I have been traveling. Taking a road trip from Seattle to Montana. It seems when I am driving I am less inclined to pull out my computer at night or for that matter anytime. Anyway I am behind on blog posting. The trip was excellent. I was able to ride with the top down most of the way and the temperature was a mild with blue skies overhead.
Basically, I moved to Montana over a year ago; however kept a place in Seattle where our company is headquartered. Slowly, I have scaled down the office in Seattle and finally made the call to bring both vehicles to Montana. I find myself dealing with more transition and loss with this trip than I did after selling the house and moving most of my personal life. This might reflect the fact that I never enjoyed living in Seattle. Wasn’t able to find and maintain the right level of connection for me. I had lots of friends and yet it never seemed easy to connect and do things together. Now my work – that was different. Thrive! was started in Seattle and thrived there – as did I. So maybe the process of scaling down the office is a bit more of a loss for me than the personal move.
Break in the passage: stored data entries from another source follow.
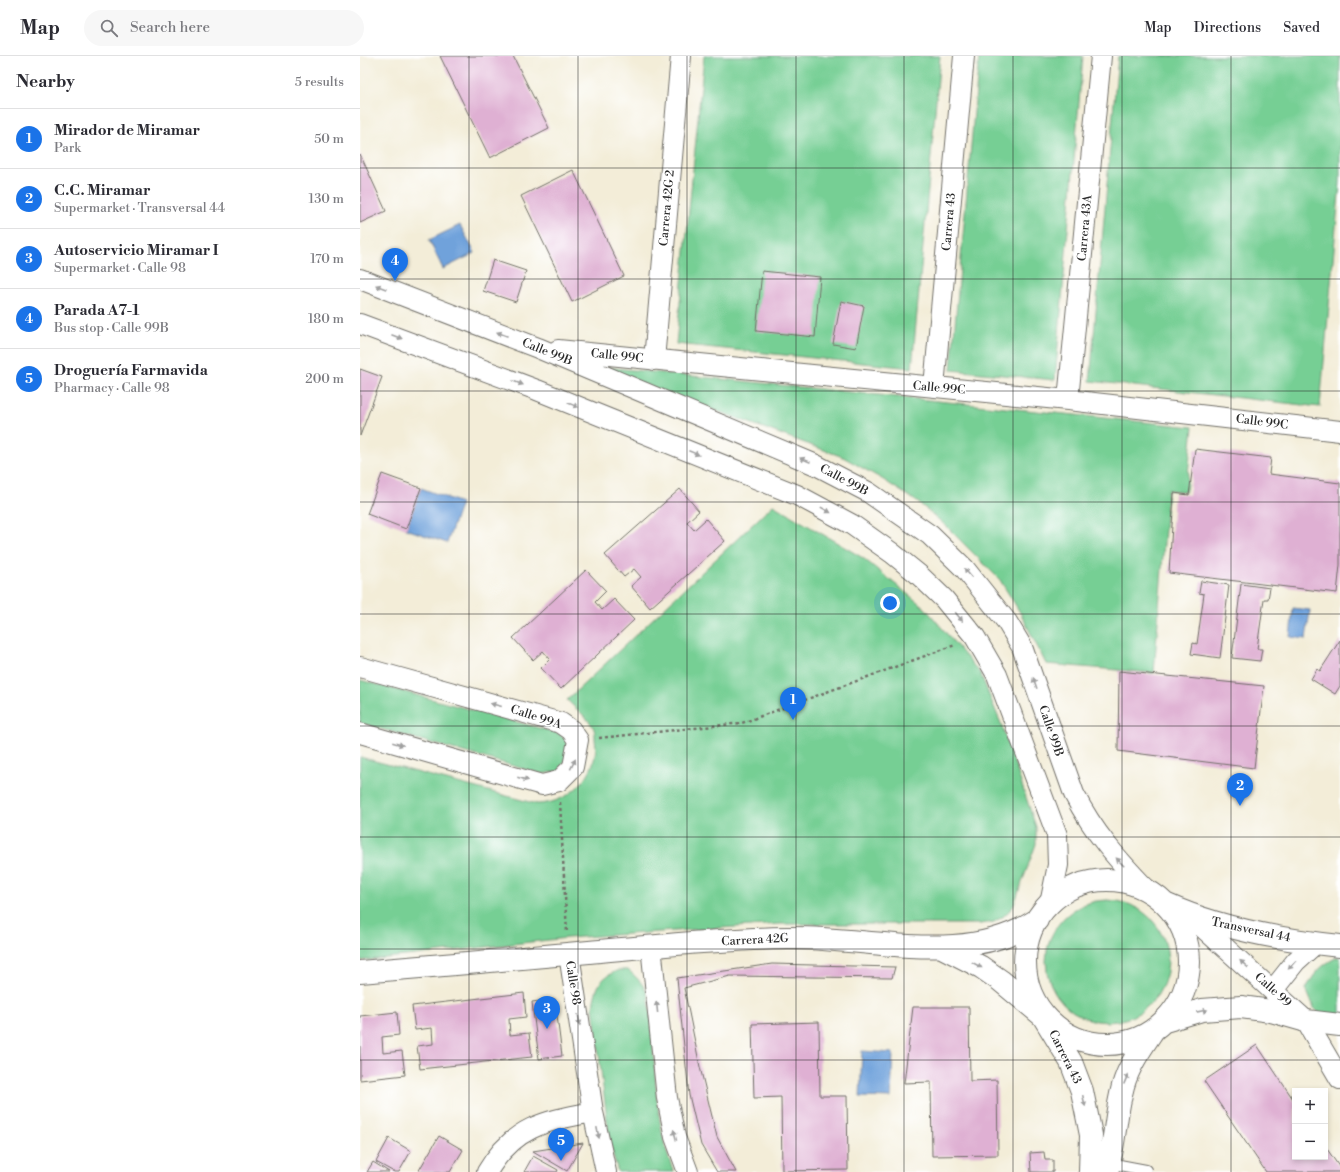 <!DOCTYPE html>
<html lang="en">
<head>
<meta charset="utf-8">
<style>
  body { margin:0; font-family:"Libre Bodoni",serif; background:#f7f7f7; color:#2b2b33 }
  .controls { position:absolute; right:12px; bottom:12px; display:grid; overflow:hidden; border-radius:0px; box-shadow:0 2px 6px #0003 }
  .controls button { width:36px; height:36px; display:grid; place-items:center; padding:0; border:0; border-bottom:1px solid #e1e1e2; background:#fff; color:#2b2b33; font:20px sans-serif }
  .you { position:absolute; left:530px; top:547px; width:14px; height:14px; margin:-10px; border:3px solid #fff; border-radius:50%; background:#1a73e8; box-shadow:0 0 0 6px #1a73e833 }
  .badge { display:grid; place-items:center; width:26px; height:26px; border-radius:50%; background:#1a73e8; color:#fff; font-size:13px; font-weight:700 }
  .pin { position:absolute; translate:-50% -33px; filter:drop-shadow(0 1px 2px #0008) }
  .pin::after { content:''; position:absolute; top:21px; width:14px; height:12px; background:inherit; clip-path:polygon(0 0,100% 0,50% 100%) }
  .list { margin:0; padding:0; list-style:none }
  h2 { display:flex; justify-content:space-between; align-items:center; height:52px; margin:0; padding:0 16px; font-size:17px }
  h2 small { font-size:13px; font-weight:400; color:#7c7c81 }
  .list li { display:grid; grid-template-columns:26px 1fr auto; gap:12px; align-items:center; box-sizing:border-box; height:60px; padding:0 16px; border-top:1px solid #e1e1e2 }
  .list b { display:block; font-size:15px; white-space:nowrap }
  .list p { margin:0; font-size:13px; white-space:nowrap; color:#7c7c81 }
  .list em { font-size:13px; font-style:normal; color:#7c7c81 }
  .icon { flex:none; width:22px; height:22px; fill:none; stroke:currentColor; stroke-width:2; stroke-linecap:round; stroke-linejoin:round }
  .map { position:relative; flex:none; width:980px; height:1116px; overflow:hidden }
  header { display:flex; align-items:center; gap:24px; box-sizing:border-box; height:56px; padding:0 20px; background:#fff; border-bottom:1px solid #e1e1e2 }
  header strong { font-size:19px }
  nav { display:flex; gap:22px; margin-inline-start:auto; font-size:14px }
  .search { width:280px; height:36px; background:#f7f7f7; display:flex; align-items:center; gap:10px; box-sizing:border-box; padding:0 14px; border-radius:22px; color:#7c7c81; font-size:15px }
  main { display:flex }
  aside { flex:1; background:#fff }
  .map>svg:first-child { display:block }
  .green { fill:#76cf94; stroke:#507d60 }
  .water { fill:#6fa2db; stroke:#4d6683 }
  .building { fill:#dfb0d3 }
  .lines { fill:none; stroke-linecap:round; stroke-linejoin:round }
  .lane-casing { stroke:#716f68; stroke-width:12 }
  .street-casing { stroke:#716f68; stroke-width:22 }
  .secondary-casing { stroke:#716f68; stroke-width:24 }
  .path { stroke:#716f68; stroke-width:2.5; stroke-dasharray:3 3; stroke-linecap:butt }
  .lane { stroke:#fff; stroke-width:10 }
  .street { stroke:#fff; stroke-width:20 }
  .secondary { stroke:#fff; stroke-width:22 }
  .oneway { fill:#a0a0a0 }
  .grid { fill:none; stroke:#2b2b2b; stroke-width:1; stroke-opacity:0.55 }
  .labels { text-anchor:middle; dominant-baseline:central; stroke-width:3; stroke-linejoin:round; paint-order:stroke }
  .street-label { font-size:12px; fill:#2b2b2b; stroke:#fff }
</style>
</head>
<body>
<header>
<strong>Map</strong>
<div class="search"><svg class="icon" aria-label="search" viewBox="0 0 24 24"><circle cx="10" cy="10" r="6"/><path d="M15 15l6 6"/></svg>Search here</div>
<nav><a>Map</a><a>Directions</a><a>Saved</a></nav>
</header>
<main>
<aside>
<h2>Nearby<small>5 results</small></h2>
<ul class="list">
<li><span class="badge">1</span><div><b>Mirador de Miramar</b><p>Park</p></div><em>50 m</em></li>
<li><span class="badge">2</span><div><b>C.C. Miramar</b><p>Supermarket · Transversal 44</p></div><em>130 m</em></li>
<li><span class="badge">3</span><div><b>Autoservicio Miramar I</b><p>Supermarket · Calle 98</p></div><em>170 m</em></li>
<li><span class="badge">4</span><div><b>Parada A7-1</b><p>Bus stop · Calle 99B</p></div><em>180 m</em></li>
<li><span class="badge">5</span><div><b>Droguería Farmavida</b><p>Pharmacy · Calle 98</p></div><em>200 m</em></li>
</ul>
</aside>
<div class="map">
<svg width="980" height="1116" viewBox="0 0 980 1116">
  <rect width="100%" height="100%" fill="#fff"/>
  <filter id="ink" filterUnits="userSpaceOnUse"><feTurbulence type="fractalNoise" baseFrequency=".025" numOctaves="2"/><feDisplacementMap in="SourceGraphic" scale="8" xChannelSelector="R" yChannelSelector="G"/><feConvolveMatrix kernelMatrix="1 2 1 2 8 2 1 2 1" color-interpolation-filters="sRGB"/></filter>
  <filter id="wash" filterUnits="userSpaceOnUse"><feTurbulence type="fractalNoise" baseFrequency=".012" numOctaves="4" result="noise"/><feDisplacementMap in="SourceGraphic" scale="16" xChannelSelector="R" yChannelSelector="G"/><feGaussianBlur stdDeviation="0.9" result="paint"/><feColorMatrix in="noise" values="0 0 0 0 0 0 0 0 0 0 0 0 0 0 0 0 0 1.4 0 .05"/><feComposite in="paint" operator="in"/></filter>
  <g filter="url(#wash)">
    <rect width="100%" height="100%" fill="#f3edd8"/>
    <path class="green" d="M344 0H580L552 312 316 288Z
      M619 0H723L695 324 591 314Z
      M758 0H980V126L960 351 730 325Z
      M234 310 833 371 826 436 808 434 794 617 686 608 661 558 640 524 585 469 559 447 522 423 483 401Z
      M413 449 503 502 565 552 620 617 642 670 676 771V788L653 851 644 860 634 866 620 868H421L207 882 0 905V701L177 748C210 748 241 716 235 683 235 679 235 674 233 671 227 661 215 652 207 644Z
      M0 624 198 677C216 690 208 699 199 715L182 718 0 667Z
      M686 905a61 61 0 1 1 122 0a61 61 0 1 1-122 0Z
      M978 901H980V964L964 962 954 952 946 933C954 917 962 908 978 901Z
      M259 914H268C275 920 282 926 286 935 291 946 292 975 293 989 296 1032 297 1076 314 1116H258L250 1088 233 950C236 931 240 921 259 914Z"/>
    <path class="water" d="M100 169 115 197 83 213 69 184Z
      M61 432 101 447 87 487 46 473Z
      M933 552 950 554 946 583 930 581Z
      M502 995 533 997 531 1042 500 1041Z"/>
    <g id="blocks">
      <path class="building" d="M80 0H153L189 72 130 102Z
        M0 98 26 155 0 167Z
        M213 114 264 220 212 246 161 140Z
        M133 204 166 215 156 246 123 235Z
        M402 215 460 221 455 281 396 275Z
        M481 245 504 250 496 292 473 288Z
        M0 313 22 321 0 380Z
        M835 393 911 402 909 418 980 427V509L977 537 809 517 814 437 829 439Z
        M22 418 61 432 46 473 7 458Z
        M320 433 339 455 327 466 334 474 346 463 365 485 290 552 271 530 281 521 274 513 264 521 245 499Z
        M226 514 246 535 235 546 242 554 254 543 274 564 201 633 181 612 190 603 183 595 173 604 153 582Z
        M841 525 869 529 860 602 831 598 833 587 837 588 844 538 839 537Z
        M881 528 910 532 908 543H904L897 593H902L900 605 872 602Z
        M980 584V630L975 638 951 623 957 613 960 615Z
        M759 615 904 630 894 712 758 695Z
        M412 908 535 911 532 922 370 920 324 932 340 1011 357 1081 376 1116H357L341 1089 329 1039 317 922Z
        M164 937 166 961 149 963 150 979 169 977 172 1001 60 1013 57 990 73 988 72 972 55 974 52 950Z
        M195 943 202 1000 179 1003 172 946Z
        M553 951H609L610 1025 637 1024 638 1099 572 1100 571 1026 544 1027Z
        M37 956 39 979 22 981 23 997 42 995 45 1019 0 1024V960Z
        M459 966 460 1040H487L488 1114 422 1115 421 1041 394 1042 392 968Z
        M897 989 935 1046V1101H965V1090L980 1112V1116H906L844 1025Z
        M79 1080 103 1094 90 1116H58Z
        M29 1082 51 1095 39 1116H34L16 1106Z
        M223 1087 207 1115 173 1095Z
        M684 1096 685 1104H693V1116H671L670 1097Z
        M173 1100 198 1114 197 1116H164Z
        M13 1106 29 1116H7Z"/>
    </g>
  </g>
  <g filter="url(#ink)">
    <use href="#blocks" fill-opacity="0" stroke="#716f68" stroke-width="1"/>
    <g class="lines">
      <defs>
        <path id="lane" d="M749 1107 786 1114"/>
        <path id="street" d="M0 223 178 292 456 409 508 436 570 479 605 513 647 566 662 591 714 738C734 777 757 803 787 834
          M0 268 177 334 437 439 491 468 532 497 558 518 584 543 615 581 637 619 697 779 698 809 690 848
          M198 294 708 344 980 375
          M294 304 321 0
          M574 331 604 0
          M708 344 741 0
          M0 611 201 667 211 674 218 684 213 711 199 725 182 729 0 677
          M829 859 946 965 980 1023
          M291 890 307 1042 315 1081 328 1116
          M209 898 233 1056 246 1116
          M913 934 936 905 955 888
          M127 1116C154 1070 185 1065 233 1056"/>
        <path id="secondary" d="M665 906a82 82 0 1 1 164 0a82 82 0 1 1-164 0Z
          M805 848C858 872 922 884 980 890
          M582 891 621 911 641 925 683 960 711 1006 722 1035 731 1079 730 1116
          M0 916C76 910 153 903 229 896 295 890 362 883 428 882 510 880 604 912 677 864
          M805 965 842 954 881 951 911 955 946 965 980 969
          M747 1116C755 1088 755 1059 763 1030 769 1009 782 991 794 973"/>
      </defs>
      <use href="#lane" class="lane-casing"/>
      <use href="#street" class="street-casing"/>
      <use href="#secondary" class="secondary-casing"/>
      <path class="path" d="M239 682 382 667 595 589
        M200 746 207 877"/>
      <use href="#lane" class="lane"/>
      <use href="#street" class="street"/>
      <use href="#secondary" class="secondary"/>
    </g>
    <defs><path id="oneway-solid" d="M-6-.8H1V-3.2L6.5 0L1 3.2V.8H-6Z"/></defs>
    <g class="oneway">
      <use href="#oneway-solid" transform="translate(21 231) rotate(-159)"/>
      <use href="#oneway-solid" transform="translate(142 278) rotate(-159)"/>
      <use href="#oneway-solid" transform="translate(37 281) rotate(21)"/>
      <use href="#oneway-solid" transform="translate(158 327) rotate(21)"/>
      <use href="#oneway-solid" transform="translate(213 349) rotate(22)"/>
      <use href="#oneway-solid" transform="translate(334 397) rotate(22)"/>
      <use href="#oneway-solid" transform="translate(445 404) rotate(-157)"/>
      <use href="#oneway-solid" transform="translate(466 454) rotate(29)"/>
      <use href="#oneway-solid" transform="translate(608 517) rotate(-130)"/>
      <use href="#oneway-solid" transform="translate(599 561) rotate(51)"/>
      <use href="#oneway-solid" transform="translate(675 627) rotate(-109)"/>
      <use href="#oneway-solid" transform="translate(136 649) rotate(-165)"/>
      <use href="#oneway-solid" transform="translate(38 688) rotate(16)"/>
      <use href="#oneway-solid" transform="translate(213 708) rotate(-64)"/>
      <use href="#oneway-solid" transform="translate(163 723) rotate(16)"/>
      <use href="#oneway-solid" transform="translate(760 806) rotate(-134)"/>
      <use href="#oneway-solid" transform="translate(884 908) rotate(-138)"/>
      <use href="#oneway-solid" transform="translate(617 909) rotate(29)"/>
      <use href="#oneway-solid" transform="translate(932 909) rotate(132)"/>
      <use href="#oneway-solid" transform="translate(297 951) rotate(-96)"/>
      <use href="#oneway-solid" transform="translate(842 955) rotate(-11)"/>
      <use href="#oneway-solid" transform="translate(219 964) rotate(81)"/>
      <use href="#oneway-solid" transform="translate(766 1023) rotate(-67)"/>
      <use href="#oneway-solid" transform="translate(724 1045) rotate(77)"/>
      <use href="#oneway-solid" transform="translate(238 1077) rotate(78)"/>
      <use href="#oneway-solid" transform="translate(315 1079) rotate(-105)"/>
    </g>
  </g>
  <path class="grid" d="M109 0V1116M218 0V1116M327 0V1116M436 0V1116M544 0V1116M653 0V1116M762 0V1116M871 0V1116M0 112H980M0 223H980M0 335H980M0 446H980M0 558H980M0 670H980M0 781H980M0 893H980M0 1004H980"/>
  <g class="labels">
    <g class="street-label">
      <text transform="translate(307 152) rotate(-85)">Carrera 42G 2</text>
      <text transform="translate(589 166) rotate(-85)">Carrera 43</text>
      <text transform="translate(725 172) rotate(-85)">Carrera 43A</text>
      <text transform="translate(187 296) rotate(22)">Calle 99B</text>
      <text transform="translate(257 300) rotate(6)">Calle 99C</text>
      <text transform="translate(579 332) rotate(5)">Calle 99C</text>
      <text transform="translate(902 366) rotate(7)">Calle 99C</text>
      <text transform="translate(484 424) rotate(28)">Calle 99B</text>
      <text transform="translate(176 661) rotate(18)">Calle 99A</text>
      <text transform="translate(691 675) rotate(71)">Calle 99B</text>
      <text transform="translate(891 874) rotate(12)">Transversal 44</text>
      <text transform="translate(395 884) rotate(-3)">Carrera 42G</text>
      <text transform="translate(213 927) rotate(81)">Calle 98</text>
      <text transform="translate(913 934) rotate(42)">Calle 99</text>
      <text transform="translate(705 1001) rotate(63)">Carrera 43</text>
    </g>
  </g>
</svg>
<div class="controls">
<button>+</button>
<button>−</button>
</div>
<div class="you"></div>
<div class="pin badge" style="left:433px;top:664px">1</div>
<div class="pin badge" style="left:880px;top:750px">2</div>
<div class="pin badge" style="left:187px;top:973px">3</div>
<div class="pin badge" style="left:35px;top:225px">4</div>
<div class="pin badge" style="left:201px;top:1105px">5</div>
</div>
</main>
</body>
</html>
It is not like I won’t be back. We have a number of clients there which we will continue to work with, and as a result, will be traveling out that way quite regularly. So what makes this so hard? Office space is rented, the VW Bug was the last real asset to be moved. Plus, we are shifting our business focus – instead of an independent consulting firm we are aligning ourselves as Table Group Consulting Partners.
I would have thought driving a huge moving truck would have been the catalyst for dealing with any loss or dislocation issues. Instead, it seems driving the convertible VW Bug brought up much more grief, as did letting go of our business independence. Seattle was never my home personally, but it was where I found my passion in terms of work and career.
I remember when I left Gabriola Island – the last place I called home. What was calling me was creating a business, a partnership and work that I found fulfilling. Stepping back out in the world as the person I had become after cancer and close to ten years of reinventing myself. Our decision to start Thrive! did not come at the best of times for starting a business, post 9/11, but wet we did great. We have never had to market and have always found work we needed and wanted over the last seven or eight years. Sure, there were times when we were slow but we’d connect with clients and generate new leads and we found our own voice and way of working.
When the move to Montana came, we were starting the shift to align ourselves with The Table Group more. Now, we are not creating ourselves the way we were when we started Thrive!. Instead, we are using material created for the most part by The Table Group. As a result get more visibility and larger pool of potential clients, but we aren’t quite like we were.
I know this is good move. Just like I know bringing the Bug over the mountains is also good. What I didn’t count on was feeling this sense of loss. I do know now that there is something going on as we scale down Thrive! and align ourselves with The Table Group that involves letting go. We can’t really be something new until we let go of the old. I think the drive was part of that process.
Transitions are never predictable. We all do the psychological adjustment to a change in our own time. I teach this, but living it is something else all together. Good thing I had the chance to take the drive. Now I know I need to do the rest of the work. I hadn’t realized what I was letting go of. I get why I might feel like crying now. It also makes this blogging even more important. It seems to be the path I am using to reinvent myself. The same way I did when we started Thrive! I can only hope it leads to the same fulfillment and success!